White workers made up 62.9% of STEM (Science, Technology, Engineering and Math) workers, followed by 14.8% Hispanic, 8.2% Black or African American, 9.5% Asian and 0.3% American Indian or Alaska Native, according to a 2021 report by the National Center for Science and Engineering Statistics.

Eventually, she began to notice the disparities right in her own neighborhood.

She moved from Ohio to Harlem, New York. In New York, she would see people on the corner and saw her kids—some of whom came from nearby shelters—get recruited for gangs.

“Students may not know that they have the brilliance to be able to be a scientist,” Thevenot said. 

“And in the neighborhood in Harlem where I was, that was evident that students had a certain lens about who they could be. And I wanted to counter that or at least show them that they too could also have other aspirations.”

(Neidy Gutierrez / SOC Images)

STEM Kids NYC started as an afterschool program in Harlem. But that goal in mind plus a sizable grant is what brought them to Jersey City’s Bergen-Lafayette, a neighborhood where Thevenot said she wants to see people invest in and build up “not build out or move out.” She added that the location allows STEM Kids to “cater to multiple families of diverse populations” like those near Jersey City’s Hill, West Side and Downtown. 

“If you give students that grounding and foundation of knowledge, then [it] turns to practical application, they too can be mathematicians no matter what neighborhood they came from.
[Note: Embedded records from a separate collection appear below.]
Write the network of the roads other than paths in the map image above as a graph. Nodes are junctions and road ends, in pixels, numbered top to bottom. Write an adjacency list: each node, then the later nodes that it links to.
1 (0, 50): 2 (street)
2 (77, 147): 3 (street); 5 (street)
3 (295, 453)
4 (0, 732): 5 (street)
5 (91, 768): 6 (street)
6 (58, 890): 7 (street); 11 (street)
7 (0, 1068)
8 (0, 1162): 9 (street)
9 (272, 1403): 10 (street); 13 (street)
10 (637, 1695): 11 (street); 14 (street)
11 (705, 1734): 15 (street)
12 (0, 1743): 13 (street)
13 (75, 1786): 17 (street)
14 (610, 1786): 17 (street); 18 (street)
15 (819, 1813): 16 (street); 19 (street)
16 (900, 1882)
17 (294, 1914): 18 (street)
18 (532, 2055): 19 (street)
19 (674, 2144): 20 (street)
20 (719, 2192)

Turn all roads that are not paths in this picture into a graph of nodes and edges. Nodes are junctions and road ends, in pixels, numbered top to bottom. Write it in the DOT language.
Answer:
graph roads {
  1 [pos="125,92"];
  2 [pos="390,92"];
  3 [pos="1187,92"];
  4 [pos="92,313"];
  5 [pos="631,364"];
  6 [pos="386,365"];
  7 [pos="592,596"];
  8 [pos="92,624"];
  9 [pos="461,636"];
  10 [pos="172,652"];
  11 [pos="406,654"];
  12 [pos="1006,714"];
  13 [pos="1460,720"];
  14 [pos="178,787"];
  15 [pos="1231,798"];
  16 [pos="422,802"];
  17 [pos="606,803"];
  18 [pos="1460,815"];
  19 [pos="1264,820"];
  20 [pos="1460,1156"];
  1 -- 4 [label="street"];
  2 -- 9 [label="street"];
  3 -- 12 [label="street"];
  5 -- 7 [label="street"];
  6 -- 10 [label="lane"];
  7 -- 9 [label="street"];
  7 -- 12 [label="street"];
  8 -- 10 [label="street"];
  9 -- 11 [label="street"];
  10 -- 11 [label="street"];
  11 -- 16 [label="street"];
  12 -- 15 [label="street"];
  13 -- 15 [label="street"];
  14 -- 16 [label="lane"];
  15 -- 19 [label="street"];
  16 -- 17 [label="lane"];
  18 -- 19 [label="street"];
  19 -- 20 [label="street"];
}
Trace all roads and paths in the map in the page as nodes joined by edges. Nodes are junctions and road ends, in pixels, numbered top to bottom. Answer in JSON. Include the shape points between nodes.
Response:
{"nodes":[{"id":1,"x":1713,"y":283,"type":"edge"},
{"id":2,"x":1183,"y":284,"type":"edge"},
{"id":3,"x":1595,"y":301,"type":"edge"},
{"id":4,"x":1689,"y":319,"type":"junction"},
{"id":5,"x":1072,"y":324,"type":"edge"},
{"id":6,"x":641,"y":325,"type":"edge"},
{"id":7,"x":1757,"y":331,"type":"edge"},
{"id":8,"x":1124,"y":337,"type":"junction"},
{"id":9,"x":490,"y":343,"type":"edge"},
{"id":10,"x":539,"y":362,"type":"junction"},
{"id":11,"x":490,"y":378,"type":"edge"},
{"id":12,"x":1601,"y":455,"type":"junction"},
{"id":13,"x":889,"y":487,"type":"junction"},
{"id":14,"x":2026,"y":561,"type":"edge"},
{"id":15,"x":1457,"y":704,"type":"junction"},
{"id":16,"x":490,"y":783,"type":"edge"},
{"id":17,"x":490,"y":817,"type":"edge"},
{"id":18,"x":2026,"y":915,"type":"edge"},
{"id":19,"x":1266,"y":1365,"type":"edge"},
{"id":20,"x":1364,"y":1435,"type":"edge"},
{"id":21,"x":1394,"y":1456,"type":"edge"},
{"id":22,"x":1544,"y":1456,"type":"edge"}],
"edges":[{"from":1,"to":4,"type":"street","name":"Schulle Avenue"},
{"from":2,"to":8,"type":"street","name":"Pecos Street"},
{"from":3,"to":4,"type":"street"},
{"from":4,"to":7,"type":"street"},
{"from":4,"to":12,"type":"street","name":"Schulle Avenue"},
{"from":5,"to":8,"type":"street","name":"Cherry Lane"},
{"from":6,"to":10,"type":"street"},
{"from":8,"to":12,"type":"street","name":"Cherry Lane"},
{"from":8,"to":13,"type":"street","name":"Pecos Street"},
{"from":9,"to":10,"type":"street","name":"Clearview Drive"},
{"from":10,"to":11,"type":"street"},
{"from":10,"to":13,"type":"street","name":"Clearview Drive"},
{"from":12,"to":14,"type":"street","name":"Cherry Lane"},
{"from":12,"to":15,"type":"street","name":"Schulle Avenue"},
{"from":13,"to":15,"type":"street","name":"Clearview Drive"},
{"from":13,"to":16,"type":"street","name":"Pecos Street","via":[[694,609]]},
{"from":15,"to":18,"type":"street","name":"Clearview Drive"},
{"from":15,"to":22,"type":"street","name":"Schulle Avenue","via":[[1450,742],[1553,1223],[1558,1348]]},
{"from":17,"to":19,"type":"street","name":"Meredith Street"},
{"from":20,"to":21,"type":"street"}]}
I’m in a sense [through STEM Kids NYC], addressing the issue of that inequality by making sure that we have donations and I’m a good steward of money to buy the things that I know the students will need, so that when they go out in the world, they won’t be feeling like they’re an imposter. They will have touched those same robots as the rich kid did. So that’s what I wanna give to them.”

– Thevenot

And by leveling the playing field through opportunity, Thevenot added that there would be more breakthroughs in the health industry and scientific discoveries that are “plagued in BIPOC communities” like high blood pressure, which is extremely predominant in 56% of Black adults

Thevenot was “plagued” with a lung disease for years, which her pulmonologist told her is typically found in “middle class white women.” The medicine she was prescribed didn’t help her; she had a lung transplant in 2023. 

“If we had more people that had more diverse thoughts coming in with their lived experiences into the science lab, there would be more scientists [and] scientific discovery that would be able to support,” she added.

The Dream For STEM Kids

(Neidy Gutierrez / SOC Images)

Families can enter the world of STEM Kids by visiting stemkidsnyc.org and navigating through their menu which shows their weekend programs, afterschool programs and more, including their upcoming fall programming.

They often have promotions going on and offer coupons to families. For payment, they can also do it on a sliding scale “so we don’t turn anybody away.”

As for Thevenot’s dream, she wants STEM Kids New Jersey to be incorporated throughout Jersey City’s schools.

“The dream is to be inside schools similar to how we are in New York City, where we have relationships with schools and we are part of their afterschool program. We want to do the same thing here in Jersey City. So I’m wanting to make friends with the Board of Education so that we can be a part of that. Until that happens, we will have our space open for parents who want to come and bring their child on the weekends.”